Every domestic goddess knows Angel Food Cake cools upside-down on a bottle--in my case however, I had to chug the last of the wine's contents.


With the cake intact and cooled, I attempted to start cutting with my dental floss....


I then added my blueberry, banana, and whipped cream filling. Layer by Layer.


Tada!   The end result is this lopsided monstrosity.  Shit.  
So much for my culinary prowess.   It tasted AMAZING but I was actually really humiliated to serve it to any living human because it looks like Michael J. Fox did the frosting.   

So... I was already feeling like a complete female fuck-up, but I reasoned, "I also made potato salad and it turned out picture perfect.  I can redeem myself."   Nooooooope.   As I was leaving to go to Matt's, I banged the glass dish against the door as I was juggling my purse and keys and the cake and the potatoes, and the glass dish shattered.   Since typically people don't like shredded glass with their roasted potatoes, I had to throw it out for fear of it cutting up Matt and I's intestines if we ate it.  So let's take birthday inventory, shall we?   One lopsided cake and some inedible glass-laden potato salad.  Watch out, Martha!   

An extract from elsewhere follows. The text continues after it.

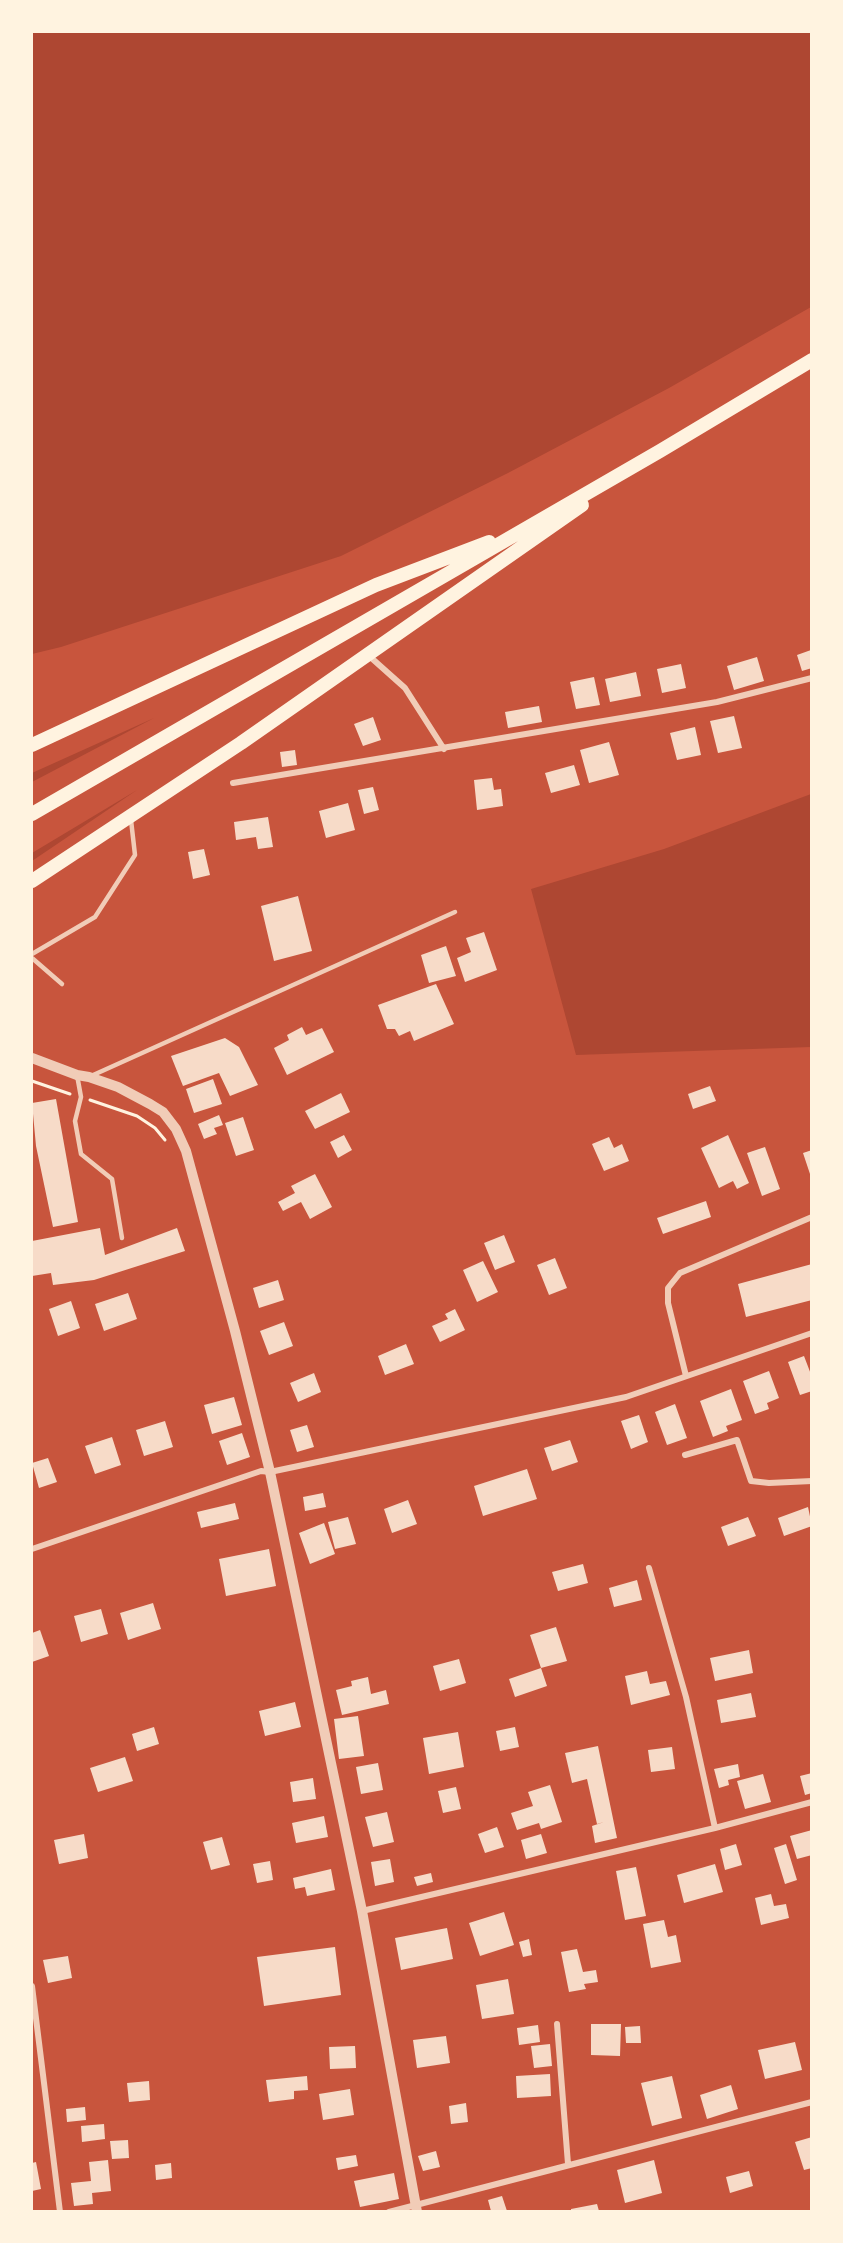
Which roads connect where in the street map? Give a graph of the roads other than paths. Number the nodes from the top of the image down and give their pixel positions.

I was really upset and I felt like I really let Matt down.  I worked so hard to make his birthday special and it was a disaster.  He couldn't understand why I was so upset about things, because in his mind, the only thing that mattered about the cake was how it tasted and we didn't need the potatoes.  For those of you guys reading this...imagine something essentially and fundamentally male about you failing to operate as it should.  I don't know, something very symbolic of your own masculinity, not getting off the ground the way you intended (Ok, for those not catching on I'm talking about some E.D. issues).  That's how I felt, my fundamental femaleness (cooking skills) had failed.   Translation:  I had failed as a women.   

Over dramatic?  Maybe.  But my take on this whole situation?   If the stupid, sadistic Giadas and Betty Drapers in the world didn't make every other woman feel so domestically inferior, and if there wasn't all this pressure to the perfect domestic woman, I wouldn't have felt less-than for just buying a stupid cake at Kroger and getting ore-ida french fries.